[YOUR ASSIGNMENT]:
Find the lines below that contain the string "hand". Copy each one.

[ENTRIES SHOWN]:

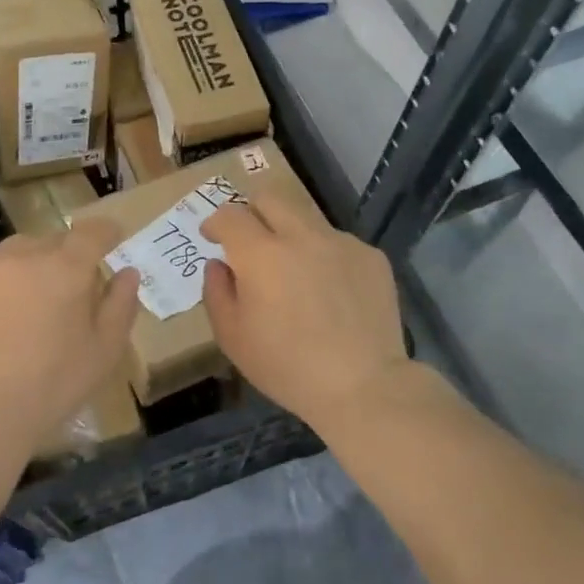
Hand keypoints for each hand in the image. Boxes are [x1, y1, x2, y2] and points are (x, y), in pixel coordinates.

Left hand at [0, 221, 139, 465]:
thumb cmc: (52, 385)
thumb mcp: (103, 351)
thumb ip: (120, 305)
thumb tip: (128, 272)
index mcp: (66, 268)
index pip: (92, 232)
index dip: (106, 232)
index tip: (113, 239)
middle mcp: (23, 256)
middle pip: (51, 240)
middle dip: (66, 256)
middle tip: (70, 287)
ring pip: (14, 252)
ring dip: (29, 265)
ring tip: (29, 300)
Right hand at [201, 193, 407, 431]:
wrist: (363, 385)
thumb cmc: (287, 367)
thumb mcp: (233, 338)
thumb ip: (216, 292)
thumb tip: (219, 264)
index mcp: (261, 254)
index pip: (230, 215)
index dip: (215, 222)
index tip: (212, 237)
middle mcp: (302, 236)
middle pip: (269, 197)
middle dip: (252, 212)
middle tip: (250, 241)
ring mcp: (341, 242)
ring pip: (306, 218)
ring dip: (291, 235)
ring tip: (296, 273)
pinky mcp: (371, 256)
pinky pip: (338, 243)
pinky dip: (325, 257)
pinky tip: (331, 293)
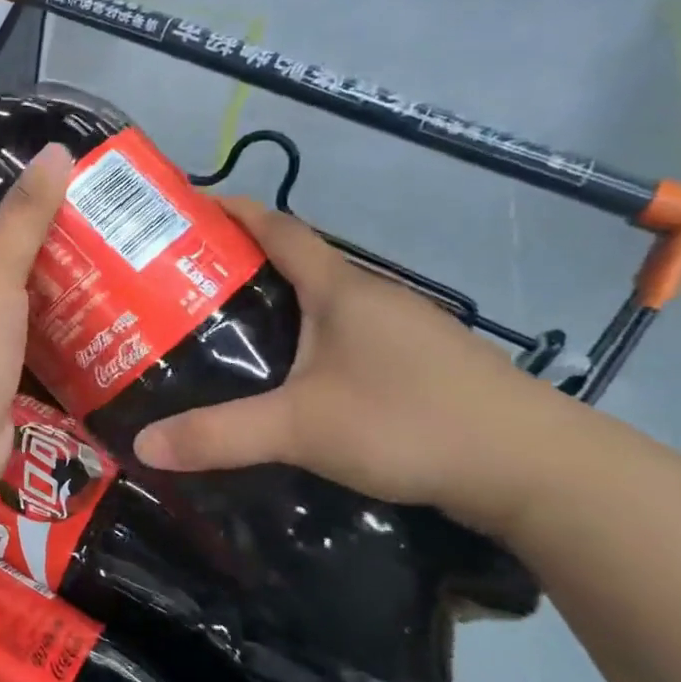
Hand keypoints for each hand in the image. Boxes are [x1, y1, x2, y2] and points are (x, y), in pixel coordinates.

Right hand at [132, 197, 568, 532]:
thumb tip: (142, 445)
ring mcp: (401, 330)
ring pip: (319, 304)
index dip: (231, 212)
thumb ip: (218, 435)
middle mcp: (371, 297)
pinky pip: (342, 335)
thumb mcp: (300, 428)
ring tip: (218, 331)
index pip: (277, 228)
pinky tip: (285, 377)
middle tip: (178, 288)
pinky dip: (303, 340)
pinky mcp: (417, 364)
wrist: (537, 470)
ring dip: (271, 307)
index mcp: (340, 289)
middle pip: (294, 264)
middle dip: (236, 266)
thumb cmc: (410, 423)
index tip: (185, 212)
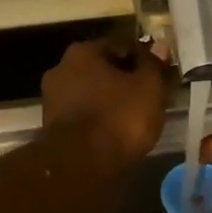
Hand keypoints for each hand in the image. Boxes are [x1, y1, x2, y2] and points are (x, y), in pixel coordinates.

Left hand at [40, 37, 171, 172]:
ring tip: (134, 119)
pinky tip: (115, 133)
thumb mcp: (149, 88)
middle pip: (103, 70)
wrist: (81, 165)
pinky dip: (99, 121)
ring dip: (110, 102)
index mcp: (83, 51)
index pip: (121, 46)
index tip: (159, 76)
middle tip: (148, 98)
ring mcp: (53, 99)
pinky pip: (84, 116)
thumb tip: (160, 46)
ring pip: (92, 94)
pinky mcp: (52, 127)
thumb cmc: (118, 118)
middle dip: (124, 81)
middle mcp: (61, 68)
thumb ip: (154, 65)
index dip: (143, 60)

[TASK SOLUTION]:
Hand keypoints for each hand in the image. Boxes are [x1, y1, x2, y2] and points are (x, y), in pixel coordinates.
Left hand at [0, 221, 139, 465]:
Right hand at [201, 193, 407, 431]:
Hand keypoints for each hand in the image. Boxes are [x1, y1, x2, y2] and points are (x, y), in pixel coordinates.
Right hand at [132, 197, 568, 532]:
Hand keypoints for each hand in the image. Boxes are [x1, y1, x2, y2] and points are (x, y), in pixel coordinates.
Left hand at [40, 37, 171, 172]:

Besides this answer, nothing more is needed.